→ What the exercise asks: The result should be all the records, exact and complete, without a single picture.

Items from a data source
::::
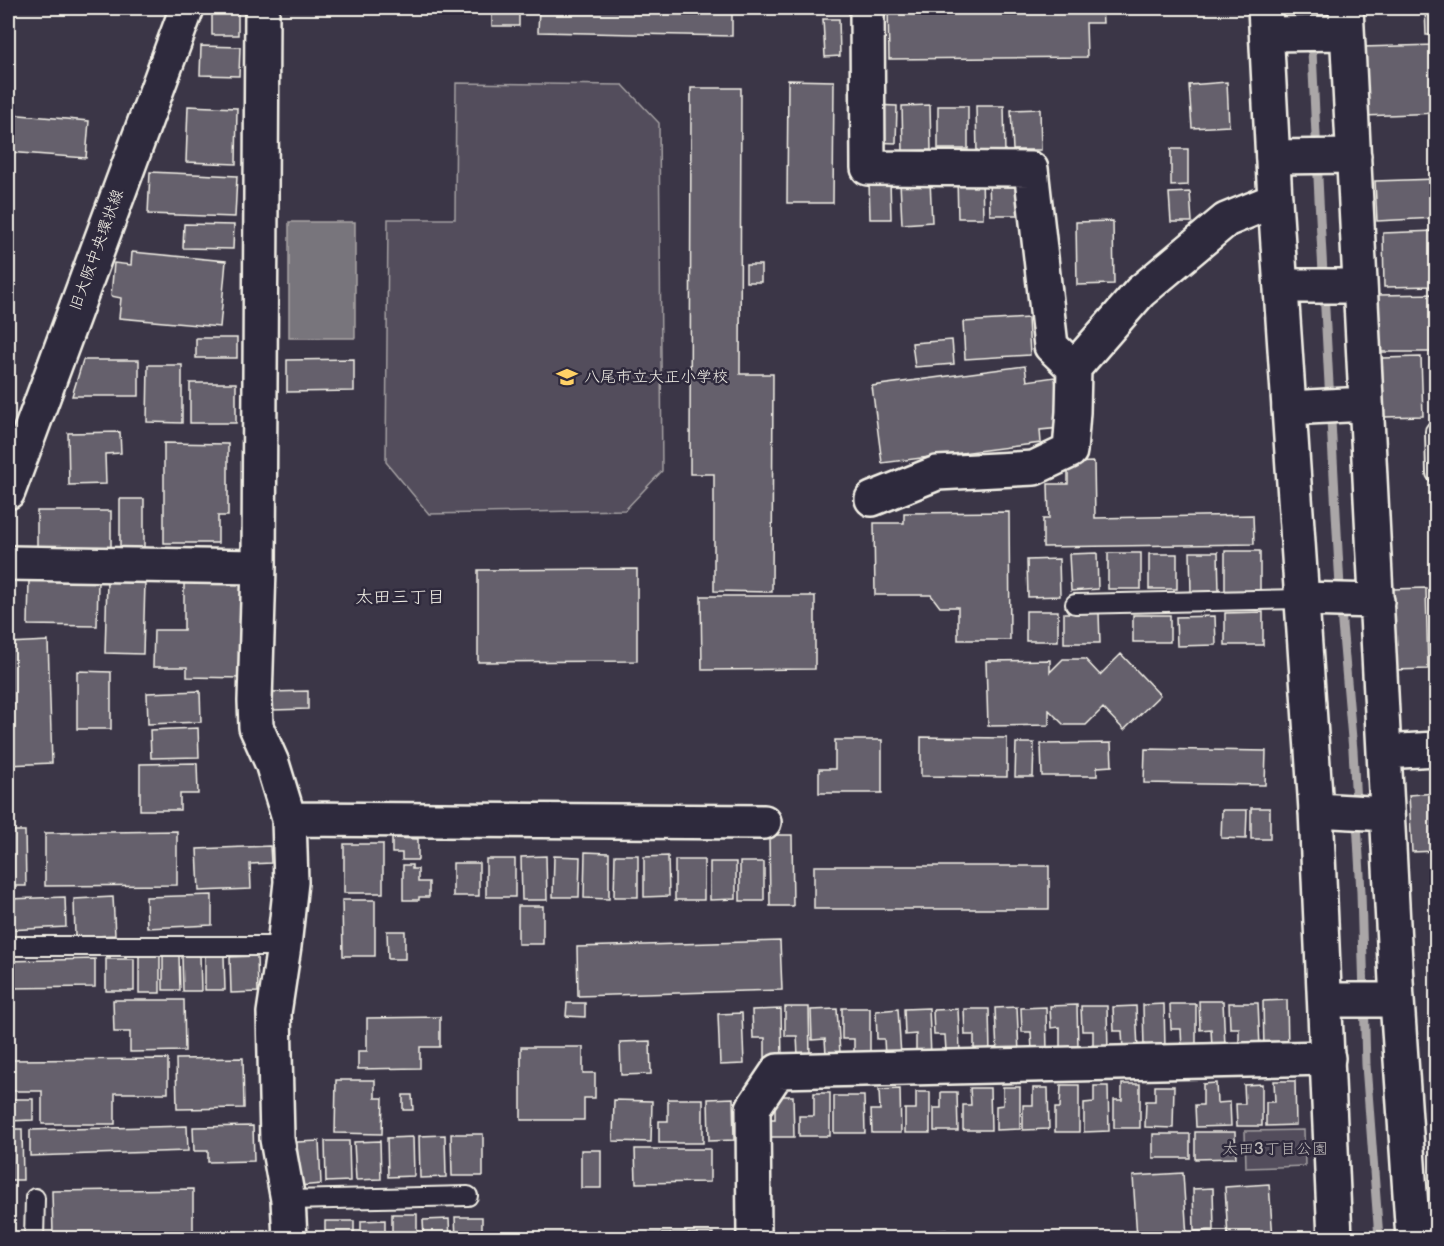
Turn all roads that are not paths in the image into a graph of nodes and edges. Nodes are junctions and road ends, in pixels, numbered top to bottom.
1 (187, 8) edge
2 (262, 8) edge
3 (867, 8) edge
4 (1346, 20) edge
5 (1276, 25) edge
6 (1354, 156) junction
7 (1286, 157) junction
8 (1275, 200) junction
9 (1294, 286) junction
10 (1360, 286) junction
11 (1074, 368) junction
12 (1366, 404) junction
13 (1304, 408) junction
14 (1435, 431) edge
15 (1437, 473) edge
16 (8, 492) edge
17 (872, 499) dead end
18 (8, 563) edge
19 (259, 567) junction
20 (1316, 600) junction
21 (1377, 601) junction
22 (1075, 604) dead end
23 (1437, 749) edge
24 (1384, 752) junction
25 (1330, 811) junction
26 (1387, 814) junction
27 (290, 819) junction
28 (764, 822) dead end
29 (10, 946) dead end
30 (284, 946) junction
31 (1340, 1000) junction
32 (1397, 1000) junction
33 (1328, 1058) junction
34 (468, 1196) dead end
35 (35, 1198) dead end
36 (288, 1200) junction
37 (34, 1239) edge
38 (290, 1239) edge
39 (754, 1239) edge
40 (1335, 1239) edge
41 (1413, 1239) edge

1 - 16 street, 旧大阪中央環状線
2 - 19 street
3 - 11 street
4 - 5 street
4 - 6 street
5 - 7 street
6 - 7 street
6 - 10 street
7 - 8 street
8 - 9 street
8 - 11 street
9 - 10 street
9 - 13 street
10 - 12 street
11 - 17 street
12 - 13 street
12 - 21 street
13 - 20 street
14 - 15 lane
18 - 19 street
19 - 27 street
20 - 21 street
20 - 22 lane
20 - 25 street
21 - 24 street
23 - 24 street
24 - 26 street
25 - 26 street
25 - 31 street
26 - 32 street
27 - 28 street
27 - 30 street
29 - 30 lane
30 - 36 street
31 - 32 street
31 - 33 street
32 - 41 street
33 - 39 street
33 - 40 street
34 - 36 lane
35 - 37 lane
36 - 38 street

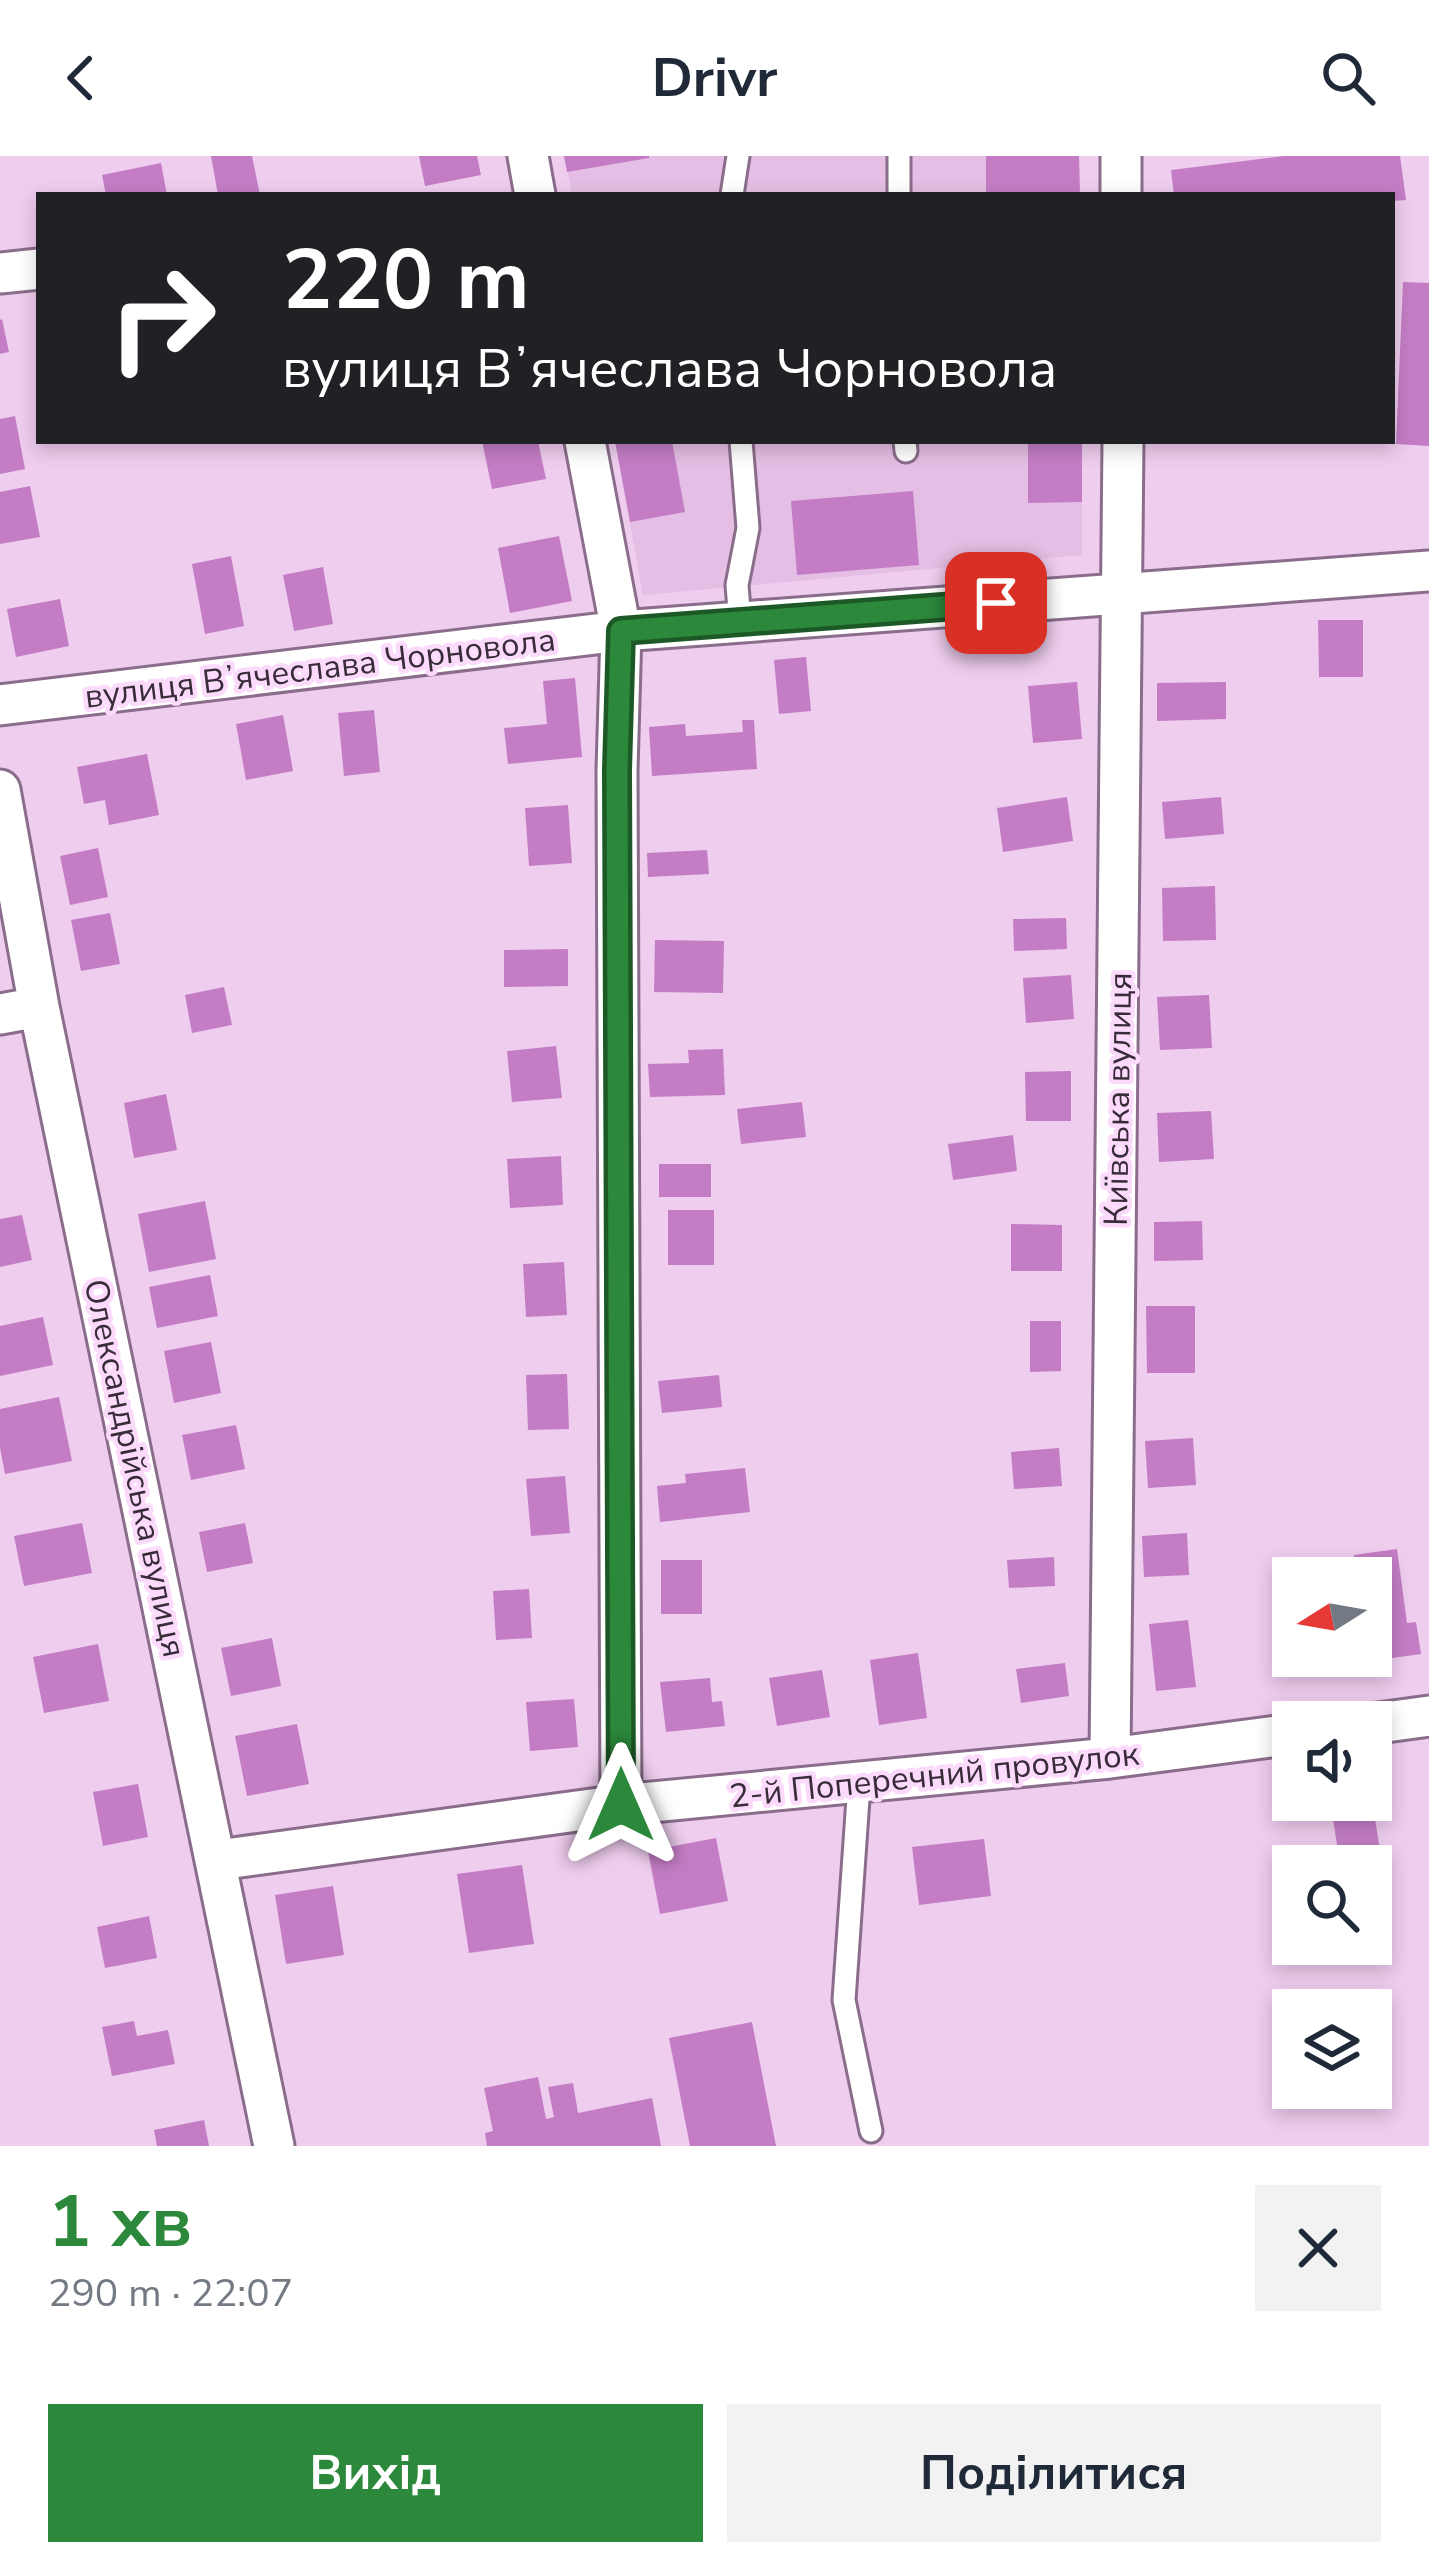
::::
→ Answer:
Turn all roads that are not paths in the image into a graph of nodes and edges. Nodes are junctions and road ends, in pixels, numbered top to bottom.
1 (187, 8) edge
2 (262, 8) edge
3 (867, 8) edge
4 (1346, 20) edge
5 (1276, 25) edge
6 (1354, 156) junction
7 (1286, 157) junction
8 (1275, 200) junction
9 (1294, 286) junction
10 (1360, 286) junction
11 (1074, 368) junction
12 (1366, 404) junction
13 (1304, 408) junction
14 (1435, 431) edge
15 (1437, 473) edge
16 (8, 492) edge
17 (872, 499) dead end
18 (8, 563) edge
19 (259, 567) junction
20 (1316, 600) junction
21 (1377, 601) junction
22 (1075, 604) dead end
23 (1437, 749) edge
24 (1384, 752) junction
25 (1330, 811) junction
26 (1387, 814) junction
27 (290, 819) junction
28 (764, 822) dead end
29 (10, 946) dead end
30 (284, 946) junction
31 (1340, 1000) junction
32 (1397, 1000) junction
33 (1328, 1058) junction
34 (468, 1196) dead end
35 (35, 1198) dead end
36 (288, 1200) junction
37 (34, 1239) edge
38 (290, 1239) edge
39 (754, 1239) edge
40 (1335, 1239) edge
41 (1413, 1239) edge

1 - 16 street, 旧大阪中央環状線
2 - 19 street
3 - 11 street
4 - 5 street
4 - 6 street
5 - 7 street
6 - 7 street
6 - 10 street
7 - 8 street
8 - 9 street
8 - 11 street
9 - 10 street
9 - 13 street
10 - 12 street
11 - 17 street
12 - 13 street
12 - 21 street
13 - 20 street
14 - 15 lane
18 - 19 street
19 - 27 street
20 - 21 street
20 - 22 lane
20 - 25 street
21 - 24 street
23 - 24 street
24 - 26 street
25 - 26 street
25 - 31 street
26 - 32 street
27 - 28 street
27 - 30 street
29 - 30 lane
30 - 36 street
31 - 32 street
31 - 33 street
32 - 41 street
33 - 39 street
33 - 40 street
34 - 36 lane
35 - 37 lane
36 - 38 street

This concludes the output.